[[ DATA EXCERPTS, beginning ]]

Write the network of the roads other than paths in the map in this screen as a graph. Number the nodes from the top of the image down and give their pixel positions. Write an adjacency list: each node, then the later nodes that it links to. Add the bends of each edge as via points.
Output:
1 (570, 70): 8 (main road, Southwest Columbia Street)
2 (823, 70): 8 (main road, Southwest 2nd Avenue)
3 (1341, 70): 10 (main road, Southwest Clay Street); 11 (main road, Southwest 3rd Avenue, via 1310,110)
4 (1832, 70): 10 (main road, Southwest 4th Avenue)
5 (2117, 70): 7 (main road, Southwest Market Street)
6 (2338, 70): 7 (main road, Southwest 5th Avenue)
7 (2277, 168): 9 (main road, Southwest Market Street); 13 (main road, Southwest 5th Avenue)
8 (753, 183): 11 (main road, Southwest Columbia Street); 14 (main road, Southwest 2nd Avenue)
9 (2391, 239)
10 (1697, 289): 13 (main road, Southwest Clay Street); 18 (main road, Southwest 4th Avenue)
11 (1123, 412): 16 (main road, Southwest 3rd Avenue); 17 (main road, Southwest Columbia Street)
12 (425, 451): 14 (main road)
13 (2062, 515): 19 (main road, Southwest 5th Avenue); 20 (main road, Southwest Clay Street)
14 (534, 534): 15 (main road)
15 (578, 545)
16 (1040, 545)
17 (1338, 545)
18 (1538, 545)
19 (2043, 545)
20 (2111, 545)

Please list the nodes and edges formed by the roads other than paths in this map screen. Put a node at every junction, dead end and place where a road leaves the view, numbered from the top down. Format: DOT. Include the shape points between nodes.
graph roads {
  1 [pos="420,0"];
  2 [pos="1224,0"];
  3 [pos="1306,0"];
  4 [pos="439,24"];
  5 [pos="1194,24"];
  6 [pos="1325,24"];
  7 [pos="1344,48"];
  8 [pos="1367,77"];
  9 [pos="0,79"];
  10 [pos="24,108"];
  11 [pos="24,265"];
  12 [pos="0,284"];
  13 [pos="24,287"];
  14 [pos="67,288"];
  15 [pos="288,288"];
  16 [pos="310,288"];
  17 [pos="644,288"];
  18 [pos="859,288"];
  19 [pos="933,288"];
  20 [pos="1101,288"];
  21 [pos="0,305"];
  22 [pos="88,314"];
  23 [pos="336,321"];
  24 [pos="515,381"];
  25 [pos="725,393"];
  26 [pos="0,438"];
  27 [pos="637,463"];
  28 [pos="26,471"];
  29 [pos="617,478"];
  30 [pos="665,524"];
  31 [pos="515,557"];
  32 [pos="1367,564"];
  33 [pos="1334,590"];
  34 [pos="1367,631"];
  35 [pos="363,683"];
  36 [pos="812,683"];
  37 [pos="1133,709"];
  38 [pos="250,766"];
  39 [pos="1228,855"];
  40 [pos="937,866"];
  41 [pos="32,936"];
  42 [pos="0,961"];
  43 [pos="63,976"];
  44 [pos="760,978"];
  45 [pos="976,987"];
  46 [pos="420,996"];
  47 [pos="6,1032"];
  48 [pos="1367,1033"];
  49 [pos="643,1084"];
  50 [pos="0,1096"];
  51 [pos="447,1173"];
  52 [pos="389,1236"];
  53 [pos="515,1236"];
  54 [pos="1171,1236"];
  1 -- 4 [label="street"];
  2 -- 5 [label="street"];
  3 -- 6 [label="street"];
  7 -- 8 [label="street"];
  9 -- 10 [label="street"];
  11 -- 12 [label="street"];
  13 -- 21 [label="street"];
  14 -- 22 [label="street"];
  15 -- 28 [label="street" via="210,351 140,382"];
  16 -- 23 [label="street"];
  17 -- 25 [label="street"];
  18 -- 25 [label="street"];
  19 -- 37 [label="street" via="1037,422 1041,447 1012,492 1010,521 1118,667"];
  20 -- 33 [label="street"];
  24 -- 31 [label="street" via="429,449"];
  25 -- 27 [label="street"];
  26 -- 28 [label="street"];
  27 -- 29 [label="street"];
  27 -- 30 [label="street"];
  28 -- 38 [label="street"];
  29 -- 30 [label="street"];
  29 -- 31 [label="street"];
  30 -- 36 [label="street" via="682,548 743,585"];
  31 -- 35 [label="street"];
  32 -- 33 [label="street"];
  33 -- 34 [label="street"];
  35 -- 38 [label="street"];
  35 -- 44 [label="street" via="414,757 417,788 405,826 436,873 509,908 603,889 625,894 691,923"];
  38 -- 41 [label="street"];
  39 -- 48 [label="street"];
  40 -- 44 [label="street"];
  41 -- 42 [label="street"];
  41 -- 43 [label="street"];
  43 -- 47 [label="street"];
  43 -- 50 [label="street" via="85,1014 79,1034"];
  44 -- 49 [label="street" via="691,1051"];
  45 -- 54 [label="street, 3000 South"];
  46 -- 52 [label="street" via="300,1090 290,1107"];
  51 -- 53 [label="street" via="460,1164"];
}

[[ DATA EXCERPTS, end ]]

▸ ABOUT THIS EXERCISE: The lines holding the string "Clay" are what is needed from the material above.

▸ COMPLETED TASK:
3 (1341, 70): 10 (main road, Southwest Clay Street); 11 (main road, Southwest 3rd Avenue, via 1310,110)
10 (1697, 289): 13 (main road, Southwest Clay Street); 18 (main road, Southwest 4th Avenue)
13 (2062, 515): 19 (main road, Southwest 5th Avenue); 20 (main road, Southwest Clay Street)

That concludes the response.